4）将冷却的培养液倒入己在冰上预冷的50mL离心管中。

5）在冷冻离心机中离心，4℃3000r/min离心5min。

6）弃上清、加入15mL冰上预冷的0.1mol/LCaCl2溶液,轻轻旋转，使细胞充分重新悬浮，冰上放置20-30min。

7）于4℃3000r/min离心5min。

8）弃上清，加入2mL冰上预冷的0.1mol/LCaCl2溶液，轻轻旋转，使细胞充分重新悬浮，5min后就可以用于转化实验，或添加保护剂，低温或超低温冷冻贮藏备用。

（2）感受态细胞的DNA转化

1）取100µl的感受态细胞置于冰中融化20-30分钟。

2）于超净台中取质粒1μl（2ng/μl）与100μl大肠杆菌感受态细胞混合，置冰浴中30分钟。

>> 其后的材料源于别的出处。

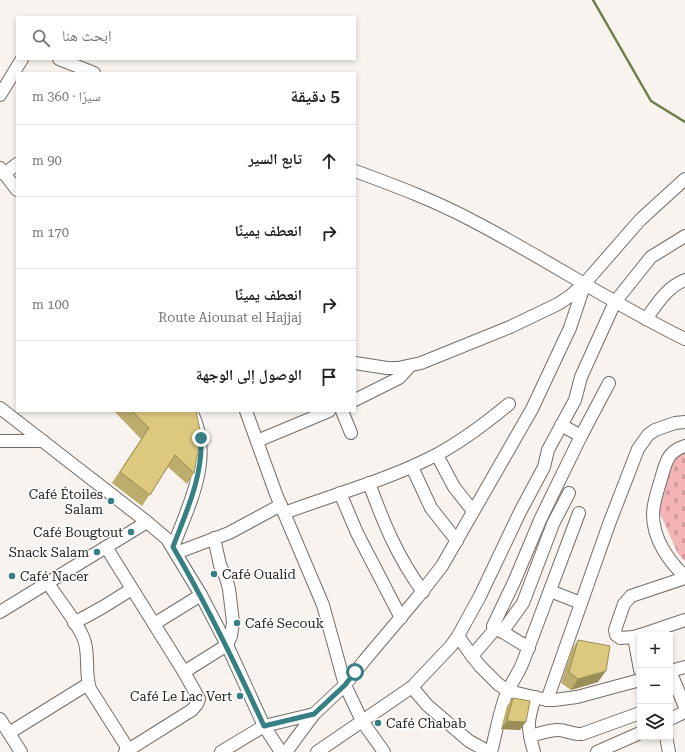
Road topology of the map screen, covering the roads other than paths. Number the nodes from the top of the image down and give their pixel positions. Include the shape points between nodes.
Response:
1 (22, 60) edge
2 (61, 60) edge
3 (17, 72) edge
4 (91, 72) edge
5 (14, 80) edge
6 (0, 95) edge
7 (16, 164) edge
8 (2, 171) edge
9 (356, 171) edge
10 (685, 180) edge
11 (16, 189) edge
12 (685, 236) edge
13 (685, 280) edge
14 (584, 283) junction
15 (615, 302) junction
16 (646, 319) junction
17 (685, 339) edge
18 (356, 364) edge
19 (410, 366) junction
20 (609, 383) dead end
21 (356, 400) edge
22 (509, 404) dead end
23 (0, 408) edge
24 (191, 412) edge
25 (247, 412) edge
26 (327, 412) edge
27 (342, 412) edge
28 (685, 422) edge
29 (561, 425) junction
30 (351, 434) dead end
31 (581, 436) junction
32 (0, 441) edge
33 (43, 441) junction
34 (257, 441) junction
35 (685, 446) edge
36 (436, 455) junction
37 (412, 467) junction
38 (369, 483) junction
39 (569, 492) dead end
40 (340, 493) junction
41 (283, 509) junction
42 (473, 511) junction
43 (579, 513) dead end
44 (147, 522) junction
45 (214, 538) junction
46 (457, 541) junction
47 (106, 547) junction
48 (174, 550) junction
49 (685, 577) edge
50 (48, 584) junction
51 (132, 589) junction
52 (550, 591) junction
53 (422, 592) junction
54 (201, 595) junction
55 (581, 603) junction
56 (0, 612) edge
57 (401, 618) junction
58 (685, 620) edge
59 (74, 623) junction
60 (154, 624) junction
61 (499, 630) junction
62 (650, 632) edge
63 (458, 636) junction
64 (637, 636) edge
65 (227, 645) junction
66 (529, 648) junction
67 (472, 656) junction
68 (685, 666) edge
69 (673, 670) edge
70 (184, 672) junction
71 (637, 681) edge
72 (673, 681) edge
73 (88, 684) junction
74 (345, 685) junction
75 (412, 687) junction
76 (508, 691) junction
77 (535, 697) junction
78 (547, 700) junction
79 (679, 702) edge
80 (685, 712) edge
81 (314, 714) junction
82 (637, 714) edge
83 (673, 718) edge
84 (0, 719) edge
85 (362, 721) junction
86 (264, 726) junction
87 (9, 733) junction
88 (637, 734) edge
89 (530, 736) junction
90 (667, 740) edge
91 (128, 751) edge
92 (21, 752) edge
93 (222, 752) edge
94 (281, 752) edge
95 (286, 752) edge
96 (317, 752) edge
97 (384, 752) edge
98 (490, 752) edge
99 (534, 752) edge
100 (597, 752) edge
101 (669, 752) edge

1 - 3 street
2 - 4 street
5 - 6 street
7 - 8 street
8 - 11 street
9 - 14 street via 444,206
10 - 14 street via 640,220
12 - 15 street via 651,256
13 - 16 street via 671,288
14 - 15 street
14 - 19 street via 564,300 536,315
14 - 42 street via 570,328 532,409
15 - 16 street
15 - 29 street via 581,377 575,400
16 - 17 street
18 - 19 street via 387,368
19 - 21 street via 399,378
20 - 31 street
22 - 36 street via 472,434
23 - 33 street
24 - 48 street via 201,438 200,466 196,486
25 - 34 street
26 - 34 street
27 - 30 street
28 - 55 street via 655,430 642,441
29 - 31 street
29 - 63 street via 548,450 544,467
31 - 61 street via 493,626
32 - 33 street
33 - 44 street
34 - 41 street
35 - 49 street via 673,451 667,460 653,515 661,545 669,560
36 - 37 street
36 - 42 street via 454,487
37 - 38 street
37 - 46 street via 431,508
38 - 40 street
38 - 53 street via 396,549
39 - 61 street via 553,524 523,603
40 - 41 street
40 - 57 street via 357,533
41 - 45 street
41 - 74 street via 323,605
42 - 46 street
43 - 52 street
44 - 47 street
44 - 48 street via 160,532
45 - 48 street
45 - 65 street via 229,589 233,613
46 - 53 street
47 - 50 street
47 - 51 street
48 - 54 street
49 - 64 street via 631,596 625,601 615,633 620,638
50 - 56 street
50 - 59 street
51 - 59 street
51 - 60 street
52 - 55 street
52 - 66 street
53 - 57 street
54 - 60 street
54 - 65 street
55 - 78 street
57 - 74 street
58 - 62 street
59 - 73 street via 85,641
60 - 70 street
61 - 66 street
61 - 67 street
63 - 67 street
63 - 75 street
65 - 70 street
65 - 86 street
66 - 76 street
67 - 76 street
68 - 69 street
70 - 91 street via 198,697 196,706
71 - 78 street via 577,696
72 - 79 street
73 - 87 street
73 - 91 street
74 - 81 street
74 - 85 street
75 - 85 street
75 - 98 street via 428,705 469,741
76 - 77 street
76 - 98 street
77 - 78 street
77 - 89 street via 529,717
80 - 83 street
81 - 86 street
81 - 95 street
82 - 89 street via 582,734 575,735 555,730
84 - 87 street
85 - 96 street
85 - 97 street
86 - 93 street
86 - 94 street
87 - 92 street
88 - 100 street
89 - 99 street
90 - 101 street

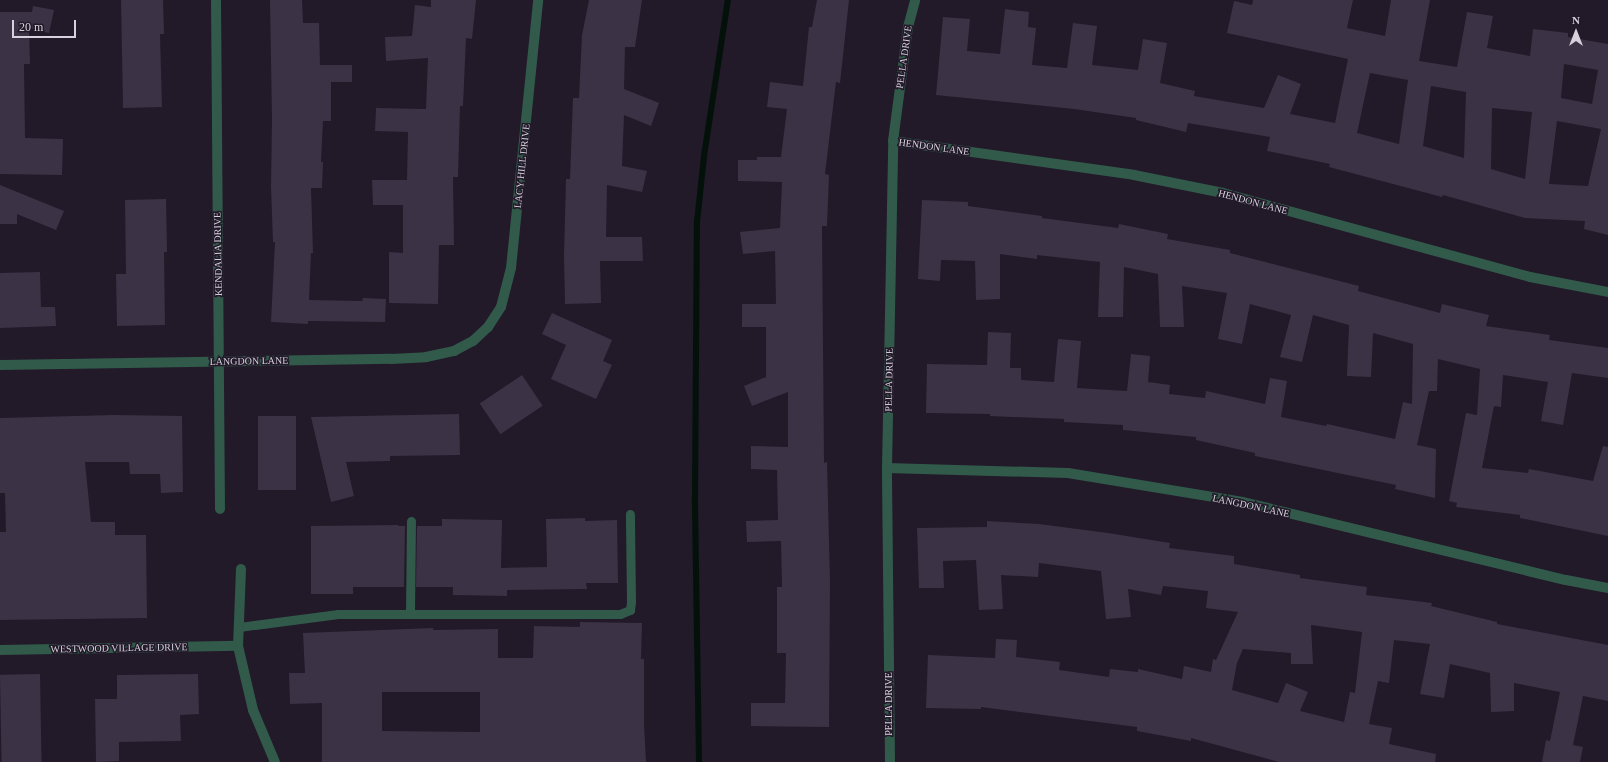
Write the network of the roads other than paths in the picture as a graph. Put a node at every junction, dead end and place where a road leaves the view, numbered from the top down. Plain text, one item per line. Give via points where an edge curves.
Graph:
1 (216, 0) edge
2 (538, 0) edge
3 (915, 0) edge
4 (893, 141) junction
5 (1608, 292) edge
6 (488, 327) joint
7 (219, 362) junction
8 (0, 365) edge
9 (887, 468) junction
10 (220, 509) dead end
11 (630, 514) dead end
12 (412, 521) dead end
13 (241, 569) dead end
14 (1608, 588) edge
15 (410, 614) junction
16 (239, 627) junction
17 (238, 646) junction
18 (0, 650) edge
19 (275, 762) edge
20 (890, 762) edge

1 - 7 street, KENDALIA DRIVE
2 - 6 street, LACY HILL DRIVE via 512,268 501,307
3 - 4 street, PELLA DRIVE via 908,27
4 - 5 street, HENDON LANE via 1134,175 1223,193 1530,277
4 - 9 street, PELLA DRIVE
6 - 7 street, LANGDON LANE via 473,341 454,351 426,357
7 - 8 street, LANGDON LANE
7 - 10 street, KENDALIA DRIVE
9 - 14 street, LANGDON LANE via 1068,473 1243,502
9 - 20 street, PELLA DRIVE
11 - 15 lane via 630,610 620,614
12 - 15 lane
13 - 16 street
15 - 16 lane via 338,614
16 - 17 street
17 - 18 street, WESTWOOD VILLAGE DRIVE
17 - 19 street via 253,710

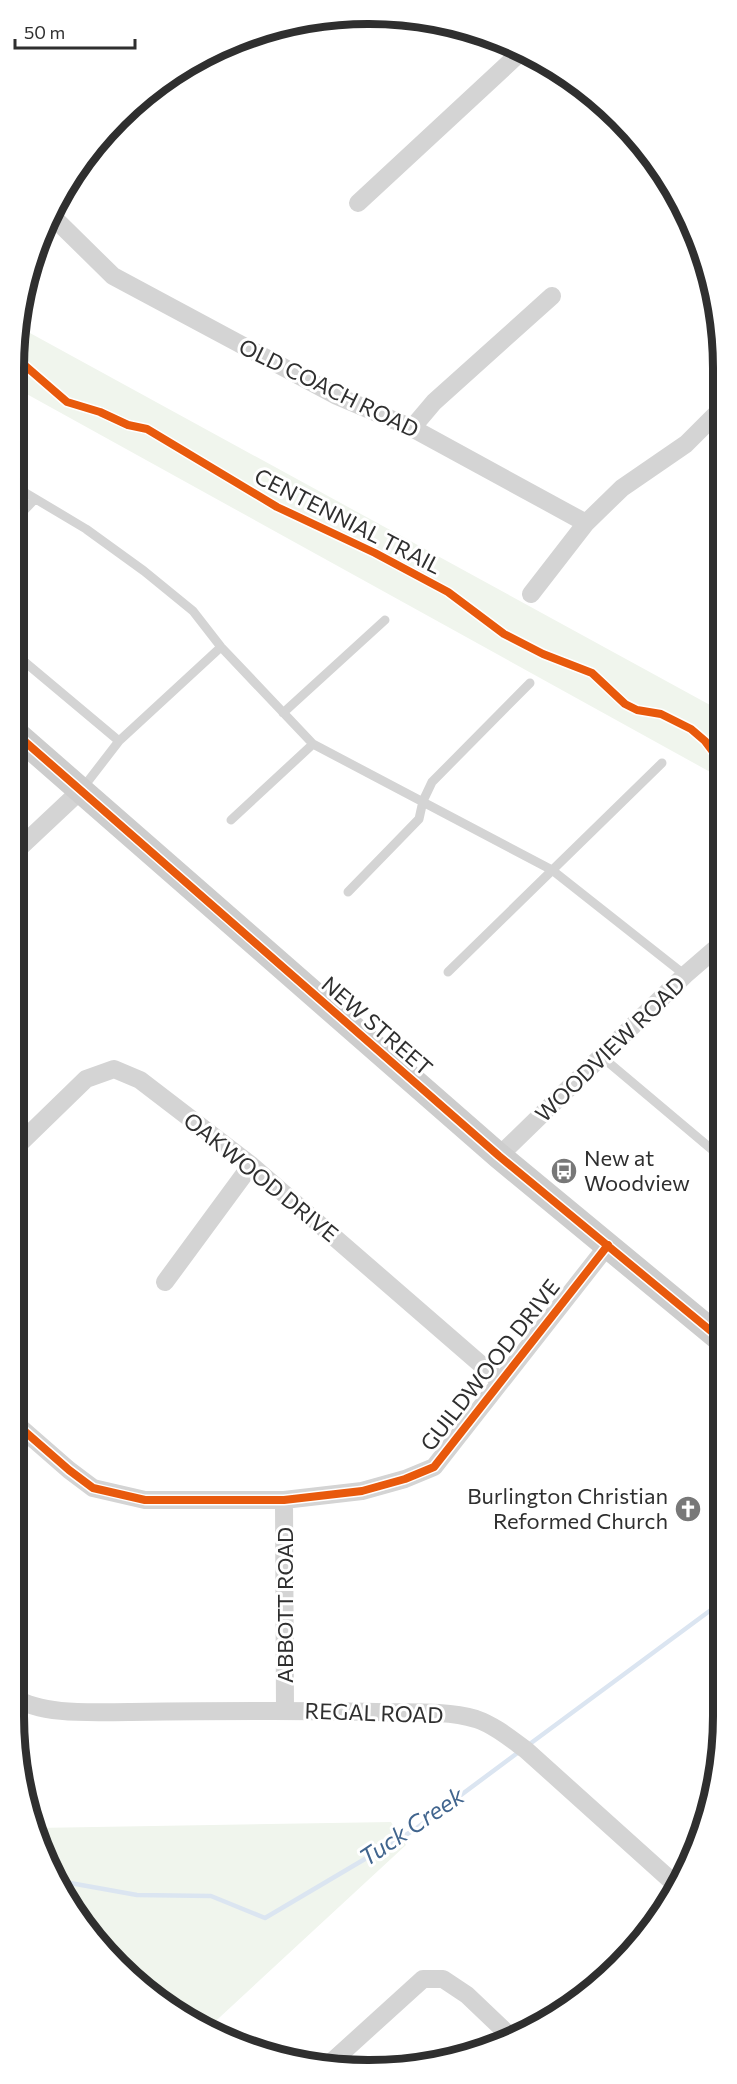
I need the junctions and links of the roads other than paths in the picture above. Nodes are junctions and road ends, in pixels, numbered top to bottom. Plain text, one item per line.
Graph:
1 (515, 57) edge
2 (358, 203) dead end
3 (57, 221) edge
4 (552, 296) dead end
5 (713, 418) edge
6 (412, 428) junction
7 (24, 493) edge
8 (35, 500) junction
9 (24, 511) edge
10 (586, 523) junction
11 (531, 594) dead end
12 (385, 620) dead end
13 (221, 648) junction
14 (24, 661) edge
15 (530, 683) dead end
16 (283, 713) junction
17 (24, 741) edge
18 (119, 741) junction
19 (313, 744) junction
20 (662, 763) dead end
21 (81, 791) junction
22 (423, 801) junction
23 (231, 820) dead end
24 (24, 844) edge
25 (552, 870) junction
26 (348, 891) dead end
27 (713, 951) edge
28 (448, 972) dead end
29 (685, 975) junction
30 (602, 1057) junction
31 (24, 1139) edge
32 (713, 1150) edge
33 (499, 1156) junction
34 (251, 1165) junction
35 (609, 1245) junction
36 (165, 1282) dead end
37 (713, 1333) edge
38 (500, 1381) junction
39 (24, 1431) edge
40 (284, 1500) junction
41 (24, 1703) edge
42 (285, 1710) junction
43 (671, 1881) edge
44 (505, 2031) edge
45 (336, 2058) edge

1 - 2 street
3 - 6 street, OLD COACH ROAD
4 - 6 street
5 - 10 street
6 - 10 street, OLD COACH ROAD
7 - 8 lane
8 - 9 lane
8 - 13 lane
10 - 11 street
12 - 16 lane
13 - 16 lane
13 - 18 lane
14 - 18 lane
15 - 22 lane
16 - 19 lane
17 - 21 main road, NEW STREET
18 - 21 lane
19 - 22 lane
19 - 23 lane
20 - 25 lane
21 - 24 street
21 - 33 main road, NEW STREET
22 - 25 lane
22 - 26 lane
25 - 28 lane
25 - 29 lane
27 - 29 street, WOODVIEW ROAD
29 - 30 street, WOODVIEW ROAD
30 - 32 lane
30 - 33 street, WOODVIEW ROAD
31 - 34 street, OAKWOOD DRIVE
33 - 35 main road, NEW STREET
34 - 36 street
34 - 38 street, OAKWOOD DRIVE
35 - 37 main road, NEW STREET
35 - 38 street, GUILDWOOD DRIVE
38 - 40 street, GUILDWOOD DRIVE
39 - 40 street, GUILDWOOD DRIVE
40 - 42 street, ABBOTT ROAD
41 - 42 street, REGAL ROAD
42 - 43 street, REGAL ROAD
44 - 45 street

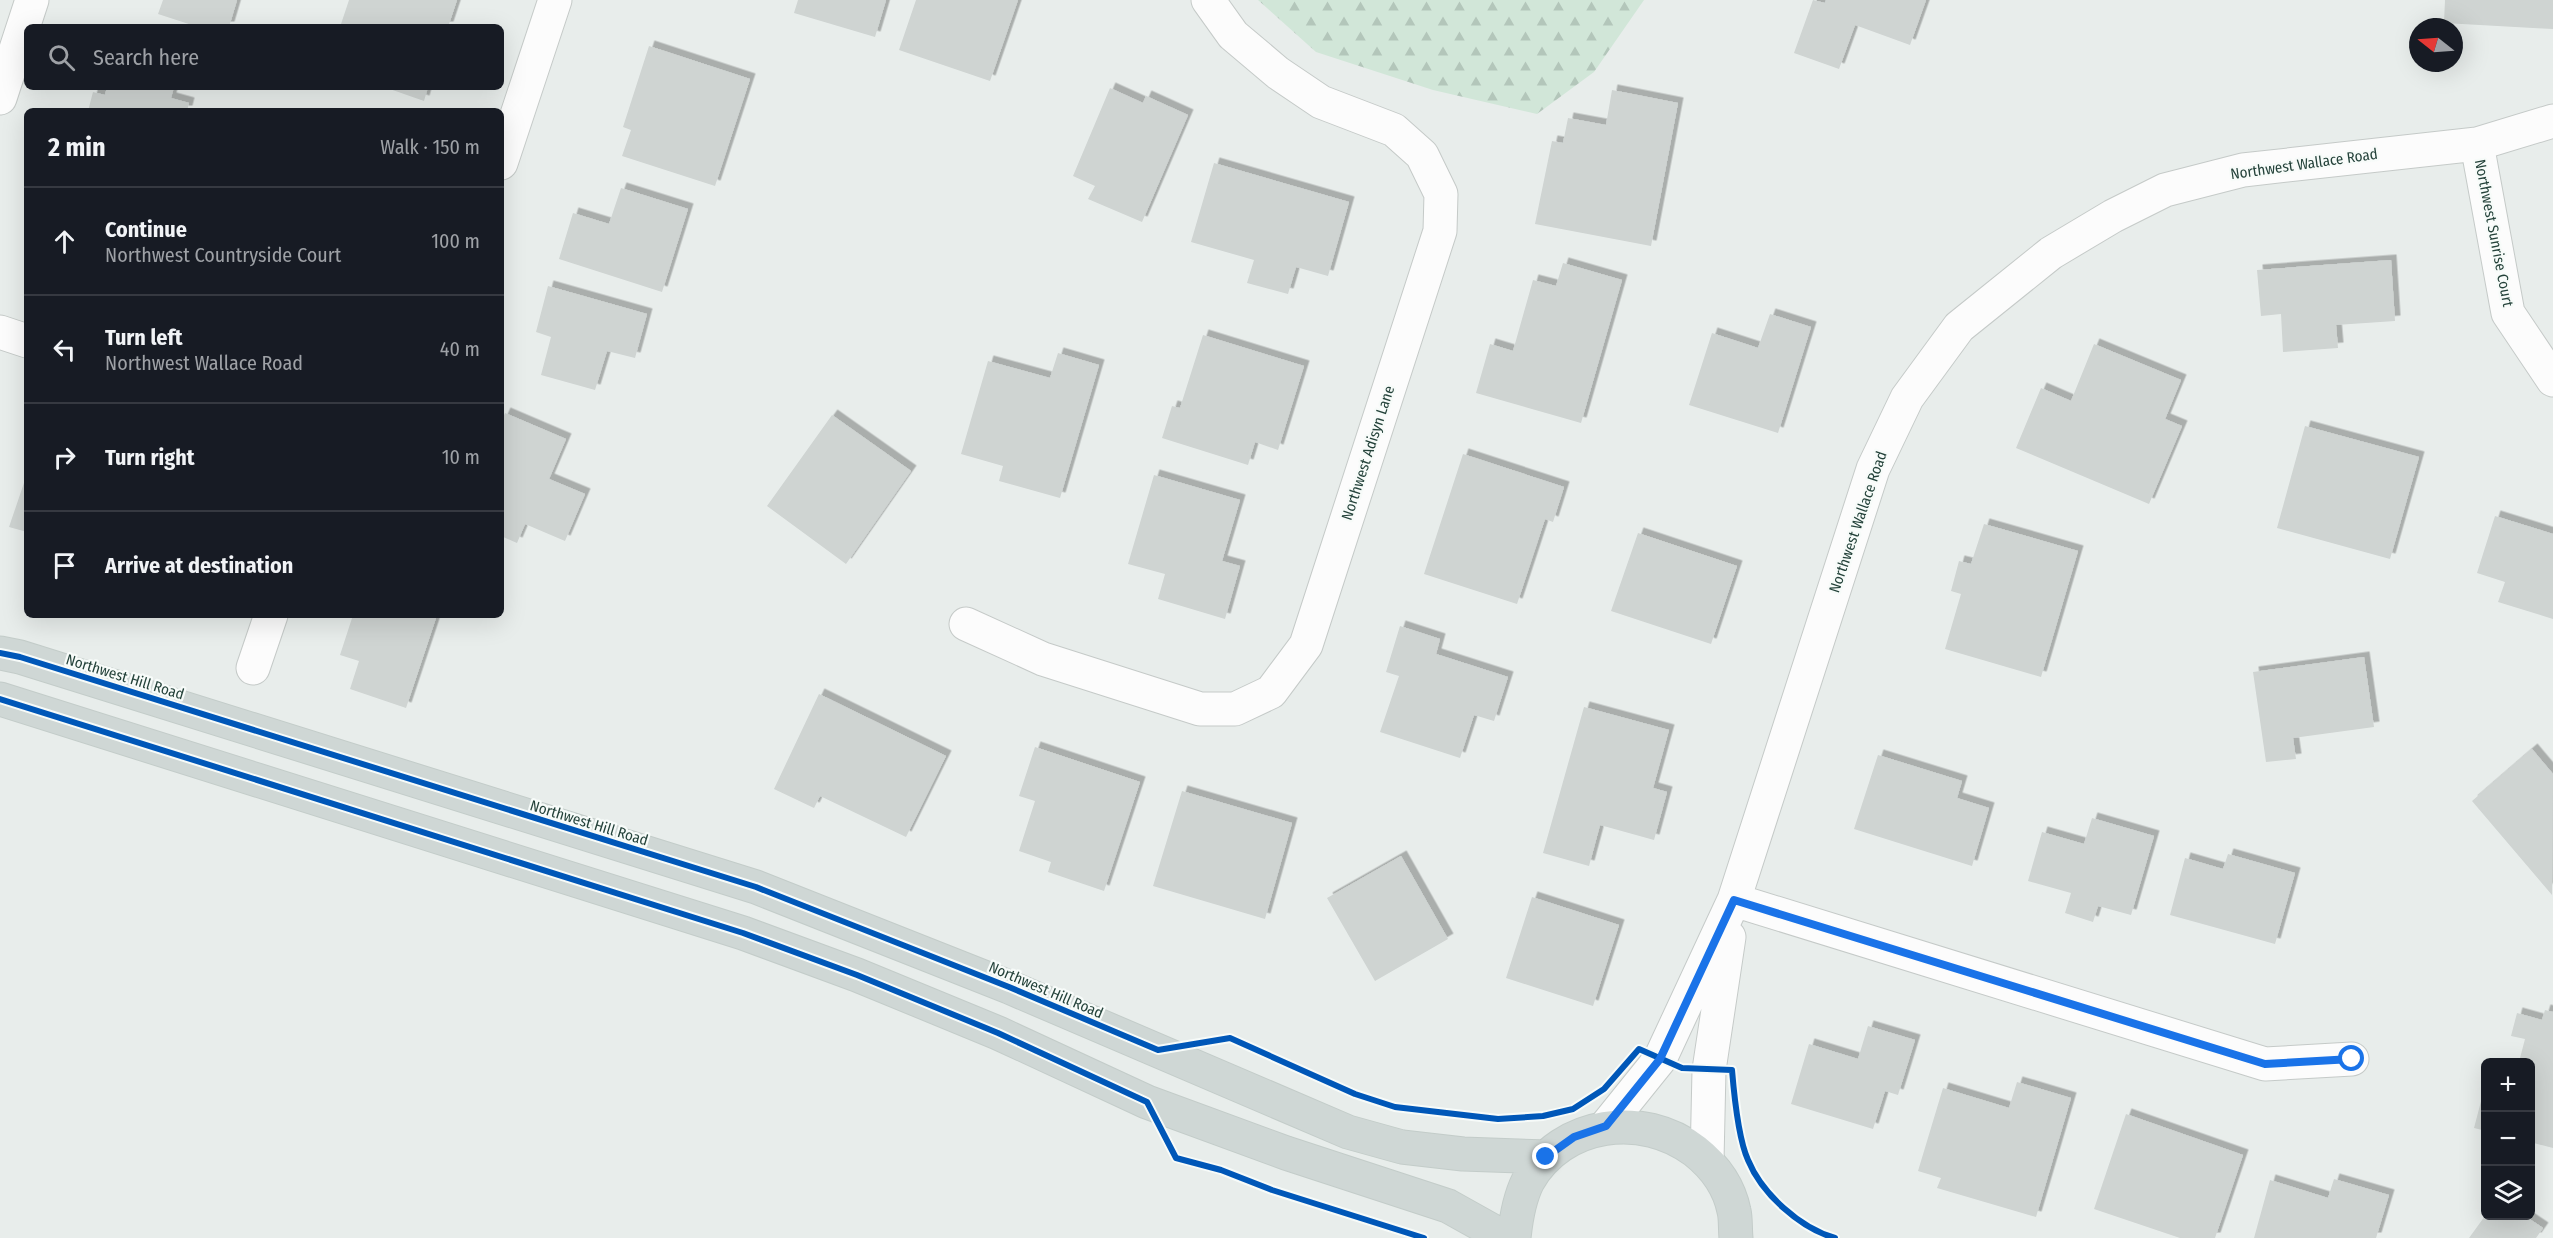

3）42℃水浴中热激90秒钟后，立即于冰中放置5分钟。

4）加入0.9ml37℃预温的LB培养基，在37℃200r/min温育30-45分钟。

5）将菌液1000rpm/min离心2min，取80μL均匀涂布在含有适量抗生素的琼脂平板表面，平板于37℃倒置培养过夜，观察实验结果并记录。

注：新倒的平板可于37℃培养箱中预先放置数小时至过夜干燥。

注意：

1.制作感受态细胞时应使用专用的玻璃器皿或塑料容器。

洗刷这些玻璃器皿或塑料容器时应尽量洗净。

由于微量的洗涤剂或污染物都可能降低感受态细胞的转化效率，因此在洗刷完用于制作感受态细胞的专用玻璃器皿或塑料容器后，最好用去离子水浸泡一晚，然后再充分洗净。

2.制作感受态细胞时使用的菌种，不应使用4℃或常温保存的传代细菌。应使用-70℃保存的菌种，在LB抗生素平板培养基上分级划线培养后，挑取单菌落。使用这种菌种制作的感受态细胞，能提高转化效率。

3.菌体的浓度是影响感受态效率高低的主要因素，适于本法的菌体浓度应在OD600值0.05-0.11之间。

4.用于感受态细胞制备的菌体培养停止后要立即处理，不要将培养液过长时间室温放置，在冰中放置时也不要时间过长。

5.感受态细胞的制备操作过程中，离心后弃上清时要尽量弃尽，否则会降低感受态细胞的转化效率。

6.主要的转化操作都是无菌操作，并且在冰上进行。